Stored items:
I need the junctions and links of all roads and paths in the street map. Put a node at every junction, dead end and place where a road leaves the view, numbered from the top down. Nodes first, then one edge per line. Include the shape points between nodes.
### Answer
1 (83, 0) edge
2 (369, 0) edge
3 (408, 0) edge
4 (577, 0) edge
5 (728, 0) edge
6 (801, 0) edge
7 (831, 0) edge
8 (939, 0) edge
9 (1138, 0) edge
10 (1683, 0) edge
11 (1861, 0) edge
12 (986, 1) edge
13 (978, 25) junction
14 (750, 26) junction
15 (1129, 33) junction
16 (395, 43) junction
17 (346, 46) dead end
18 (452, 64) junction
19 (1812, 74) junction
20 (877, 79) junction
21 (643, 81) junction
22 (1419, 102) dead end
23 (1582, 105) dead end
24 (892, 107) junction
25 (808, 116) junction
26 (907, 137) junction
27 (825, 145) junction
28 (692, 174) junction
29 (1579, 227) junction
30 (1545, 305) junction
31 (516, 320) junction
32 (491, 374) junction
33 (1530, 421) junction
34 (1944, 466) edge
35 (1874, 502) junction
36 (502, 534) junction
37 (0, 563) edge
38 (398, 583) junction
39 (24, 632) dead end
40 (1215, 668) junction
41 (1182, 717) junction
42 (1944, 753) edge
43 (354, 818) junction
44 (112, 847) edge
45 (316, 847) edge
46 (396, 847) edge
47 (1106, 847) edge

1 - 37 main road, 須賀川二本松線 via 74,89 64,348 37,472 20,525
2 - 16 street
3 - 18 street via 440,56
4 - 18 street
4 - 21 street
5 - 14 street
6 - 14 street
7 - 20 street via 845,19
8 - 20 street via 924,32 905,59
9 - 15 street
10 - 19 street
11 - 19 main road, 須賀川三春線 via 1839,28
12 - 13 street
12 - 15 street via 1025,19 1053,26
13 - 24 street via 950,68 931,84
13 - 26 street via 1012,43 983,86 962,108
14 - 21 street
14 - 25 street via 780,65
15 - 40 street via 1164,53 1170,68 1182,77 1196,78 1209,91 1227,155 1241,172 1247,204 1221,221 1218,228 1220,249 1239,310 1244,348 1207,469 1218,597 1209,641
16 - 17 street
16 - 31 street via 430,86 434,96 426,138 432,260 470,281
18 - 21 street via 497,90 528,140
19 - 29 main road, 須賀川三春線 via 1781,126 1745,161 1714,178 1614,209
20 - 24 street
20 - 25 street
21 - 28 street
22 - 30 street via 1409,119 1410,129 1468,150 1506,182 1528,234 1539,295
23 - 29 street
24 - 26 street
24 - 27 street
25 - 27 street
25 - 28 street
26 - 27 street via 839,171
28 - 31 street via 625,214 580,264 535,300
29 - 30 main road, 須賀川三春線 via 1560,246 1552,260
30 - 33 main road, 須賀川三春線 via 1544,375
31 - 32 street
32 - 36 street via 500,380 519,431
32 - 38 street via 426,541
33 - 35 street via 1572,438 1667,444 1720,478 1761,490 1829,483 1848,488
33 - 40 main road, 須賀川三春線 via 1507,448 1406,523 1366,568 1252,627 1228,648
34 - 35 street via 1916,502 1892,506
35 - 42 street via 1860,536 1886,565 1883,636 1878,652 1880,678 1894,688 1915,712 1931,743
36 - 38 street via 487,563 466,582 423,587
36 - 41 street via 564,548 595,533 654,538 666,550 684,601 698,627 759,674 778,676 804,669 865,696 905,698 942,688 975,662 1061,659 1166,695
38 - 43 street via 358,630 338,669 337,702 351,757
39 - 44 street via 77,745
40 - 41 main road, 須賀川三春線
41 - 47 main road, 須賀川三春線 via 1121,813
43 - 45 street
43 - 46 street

* * *

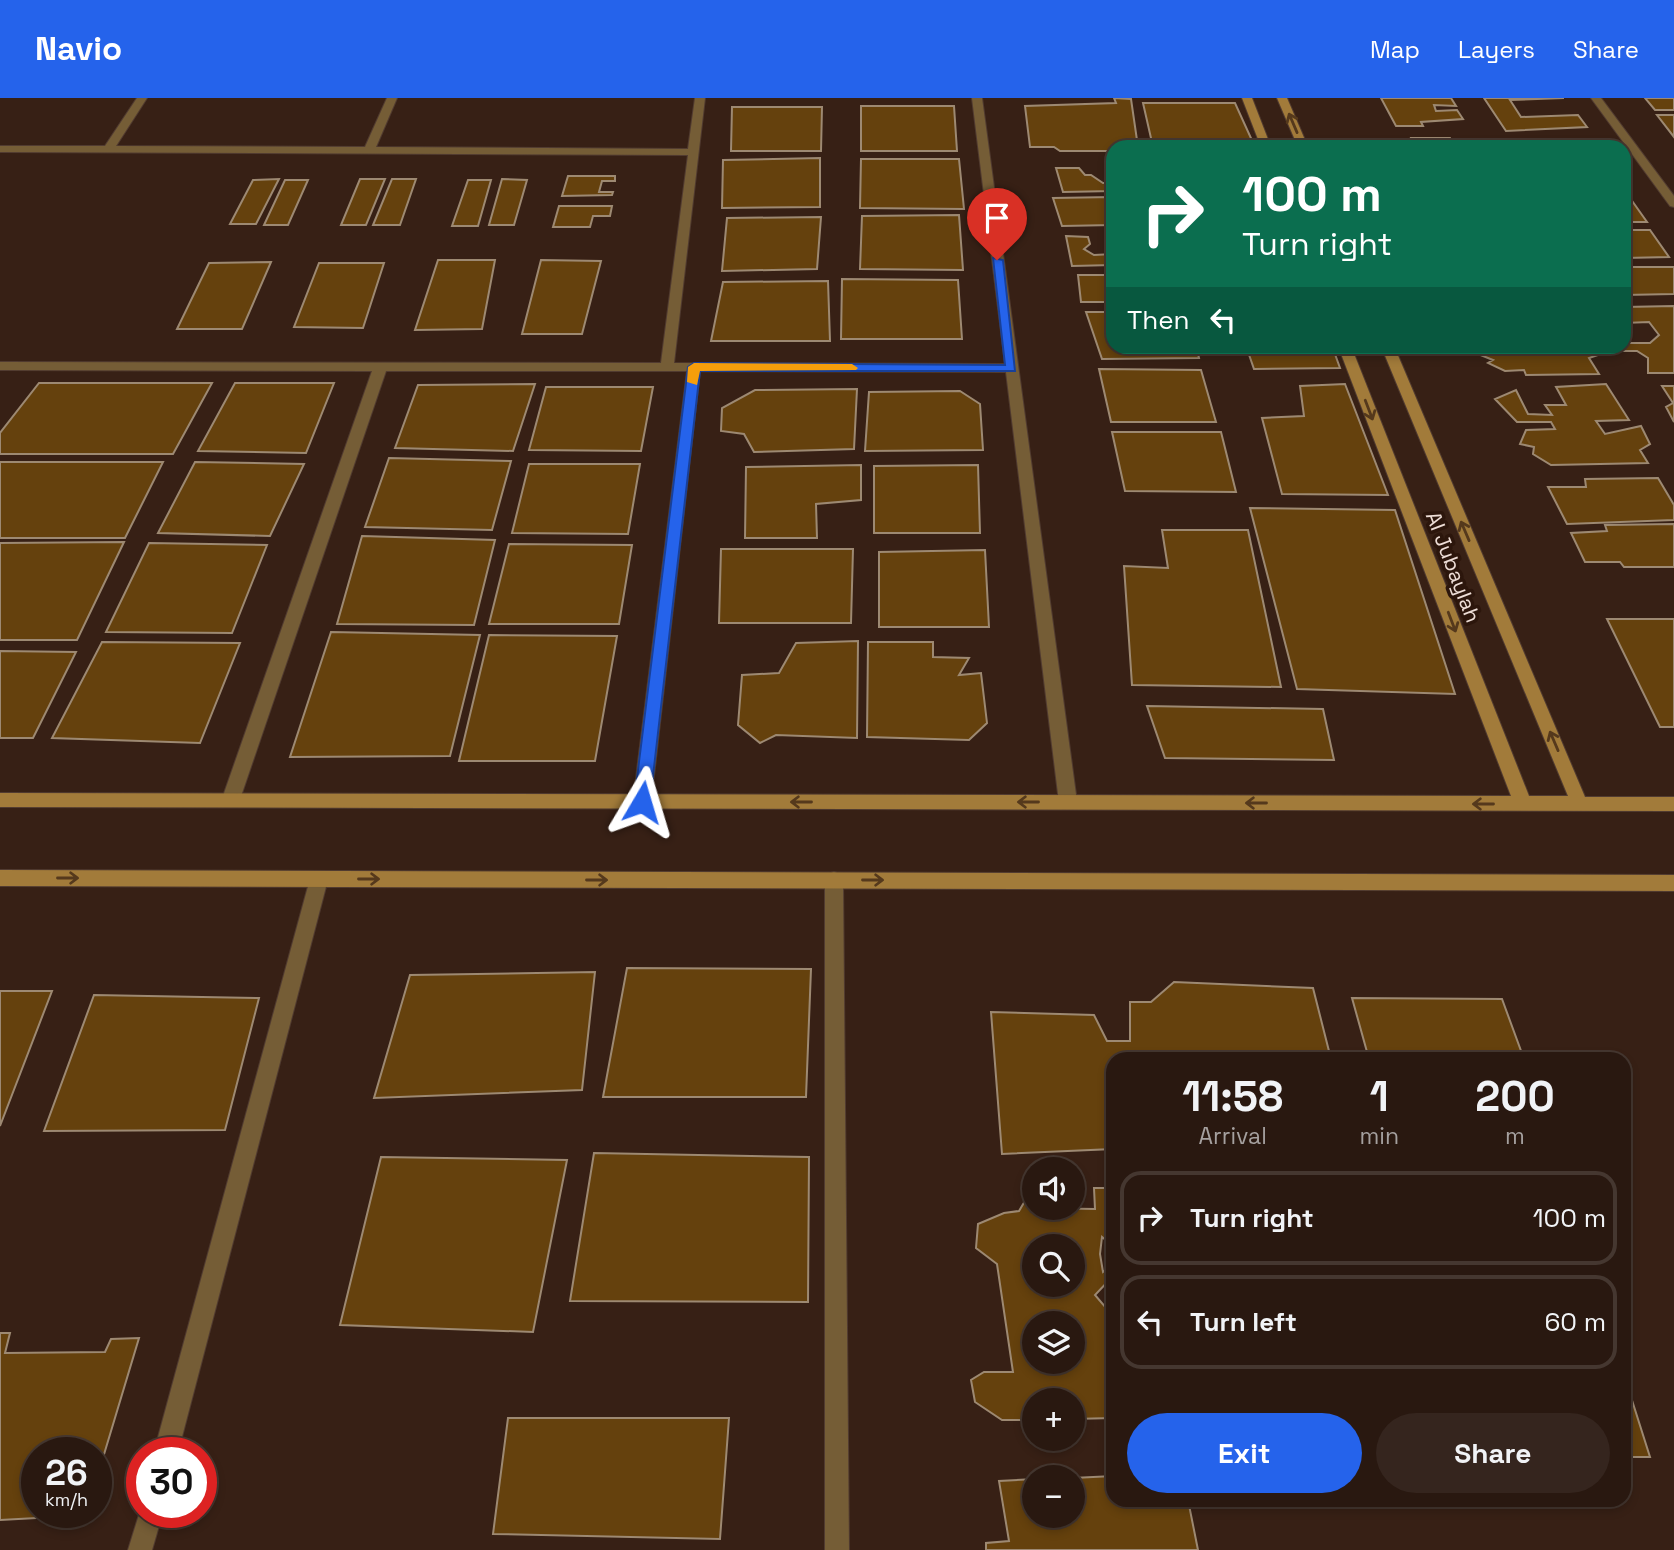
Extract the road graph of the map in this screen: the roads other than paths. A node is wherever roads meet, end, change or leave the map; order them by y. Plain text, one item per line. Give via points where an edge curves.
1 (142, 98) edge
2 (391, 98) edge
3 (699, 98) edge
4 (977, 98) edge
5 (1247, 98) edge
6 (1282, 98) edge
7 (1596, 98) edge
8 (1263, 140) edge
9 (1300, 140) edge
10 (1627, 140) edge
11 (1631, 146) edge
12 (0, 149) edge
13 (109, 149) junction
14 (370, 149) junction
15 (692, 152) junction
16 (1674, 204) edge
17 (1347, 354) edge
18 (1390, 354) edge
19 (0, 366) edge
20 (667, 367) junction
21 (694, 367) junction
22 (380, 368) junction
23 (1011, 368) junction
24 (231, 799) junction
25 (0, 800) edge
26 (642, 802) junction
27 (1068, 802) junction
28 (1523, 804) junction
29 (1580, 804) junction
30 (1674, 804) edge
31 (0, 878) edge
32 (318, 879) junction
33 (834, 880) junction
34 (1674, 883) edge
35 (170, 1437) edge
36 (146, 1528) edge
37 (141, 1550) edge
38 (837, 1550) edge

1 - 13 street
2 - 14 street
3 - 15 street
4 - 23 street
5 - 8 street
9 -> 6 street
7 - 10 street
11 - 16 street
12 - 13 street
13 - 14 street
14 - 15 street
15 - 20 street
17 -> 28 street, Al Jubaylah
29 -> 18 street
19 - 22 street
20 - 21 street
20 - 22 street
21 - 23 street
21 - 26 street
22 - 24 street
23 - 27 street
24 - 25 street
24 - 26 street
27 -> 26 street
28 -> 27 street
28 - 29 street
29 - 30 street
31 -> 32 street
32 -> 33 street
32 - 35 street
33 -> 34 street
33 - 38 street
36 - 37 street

### REQUIRED WORK
Count the lines of the entries above that contain the word "dead" and give only the number.

### WORKED SOLUTION
5